§ TASK STATEMENT: Go through the entries below line by line and tally those holding "images"; write only the tally.

Saved data entries
-- Opening Marker --

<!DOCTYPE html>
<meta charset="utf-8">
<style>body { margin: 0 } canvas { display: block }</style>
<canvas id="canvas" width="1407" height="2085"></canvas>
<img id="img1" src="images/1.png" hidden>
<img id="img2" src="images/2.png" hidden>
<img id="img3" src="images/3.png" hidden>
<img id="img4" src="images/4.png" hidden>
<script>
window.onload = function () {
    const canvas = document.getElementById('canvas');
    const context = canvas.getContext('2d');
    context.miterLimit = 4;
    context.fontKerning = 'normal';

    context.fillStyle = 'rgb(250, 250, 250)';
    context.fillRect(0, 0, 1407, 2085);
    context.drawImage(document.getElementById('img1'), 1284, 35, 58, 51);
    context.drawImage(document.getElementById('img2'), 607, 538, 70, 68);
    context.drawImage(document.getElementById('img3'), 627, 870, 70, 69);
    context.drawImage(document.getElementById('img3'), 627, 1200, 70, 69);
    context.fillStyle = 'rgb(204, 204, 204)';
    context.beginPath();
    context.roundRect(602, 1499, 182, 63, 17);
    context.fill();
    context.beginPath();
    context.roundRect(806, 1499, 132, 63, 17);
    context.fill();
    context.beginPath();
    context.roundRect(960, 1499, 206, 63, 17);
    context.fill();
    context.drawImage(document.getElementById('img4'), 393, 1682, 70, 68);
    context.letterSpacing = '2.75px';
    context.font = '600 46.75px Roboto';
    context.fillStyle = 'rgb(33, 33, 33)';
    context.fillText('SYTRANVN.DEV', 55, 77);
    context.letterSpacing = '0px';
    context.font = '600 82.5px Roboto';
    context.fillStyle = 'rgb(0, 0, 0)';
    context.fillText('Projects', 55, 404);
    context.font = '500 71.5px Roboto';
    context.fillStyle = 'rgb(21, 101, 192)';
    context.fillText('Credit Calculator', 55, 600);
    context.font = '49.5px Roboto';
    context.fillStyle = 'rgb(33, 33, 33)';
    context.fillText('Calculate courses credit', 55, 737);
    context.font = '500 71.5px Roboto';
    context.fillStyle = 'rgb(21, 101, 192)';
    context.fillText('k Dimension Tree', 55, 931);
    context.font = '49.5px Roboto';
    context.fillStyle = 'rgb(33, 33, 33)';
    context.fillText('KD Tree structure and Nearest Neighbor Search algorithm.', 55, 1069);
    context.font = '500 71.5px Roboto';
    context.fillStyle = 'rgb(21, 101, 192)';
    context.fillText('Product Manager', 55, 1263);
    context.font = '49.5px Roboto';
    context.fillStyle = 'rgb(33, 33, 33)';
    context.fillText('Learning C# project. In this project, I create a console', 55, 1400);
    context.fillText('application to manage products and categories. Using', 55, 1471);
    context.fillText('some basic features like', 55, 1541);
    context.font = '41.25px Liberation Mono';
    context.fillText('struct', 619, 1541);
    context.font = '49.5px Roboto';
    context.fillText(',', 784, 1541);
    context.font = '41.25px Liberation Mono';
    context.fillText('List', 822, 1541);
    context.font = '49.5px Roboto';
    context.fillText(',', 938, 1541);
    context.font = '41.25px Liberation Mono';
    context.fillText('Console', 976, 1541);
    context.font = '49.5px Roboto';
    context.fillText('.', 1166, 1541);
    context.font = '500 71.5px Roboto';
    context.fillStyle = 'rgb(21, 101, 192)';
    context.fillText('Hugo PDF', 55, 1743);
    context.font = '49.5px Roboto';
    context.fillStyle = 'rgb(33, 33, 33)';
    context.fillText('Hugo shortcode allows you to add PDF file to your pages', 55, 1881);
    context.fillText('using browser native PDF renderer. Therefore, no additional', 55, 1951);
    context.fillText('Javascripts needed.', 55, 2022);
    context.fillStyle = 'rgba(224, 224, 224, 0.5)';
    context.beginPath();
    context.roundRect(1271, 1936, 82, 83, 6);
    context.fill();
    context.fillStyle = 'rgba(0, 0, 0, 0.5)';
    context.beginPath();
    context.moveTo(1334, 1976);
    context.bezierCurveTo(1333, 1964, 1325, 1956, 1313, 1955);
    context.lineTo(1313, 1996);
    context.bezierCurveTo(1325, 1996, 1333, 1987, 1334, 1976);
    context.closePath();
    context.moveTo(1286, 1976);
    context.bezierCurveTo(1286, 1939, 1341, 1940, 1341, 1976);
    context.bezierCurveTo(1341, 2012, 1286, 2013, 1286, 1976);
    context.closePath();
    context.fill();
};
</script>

-- Closing Marker --

§ SOLVED PROBLEM: 4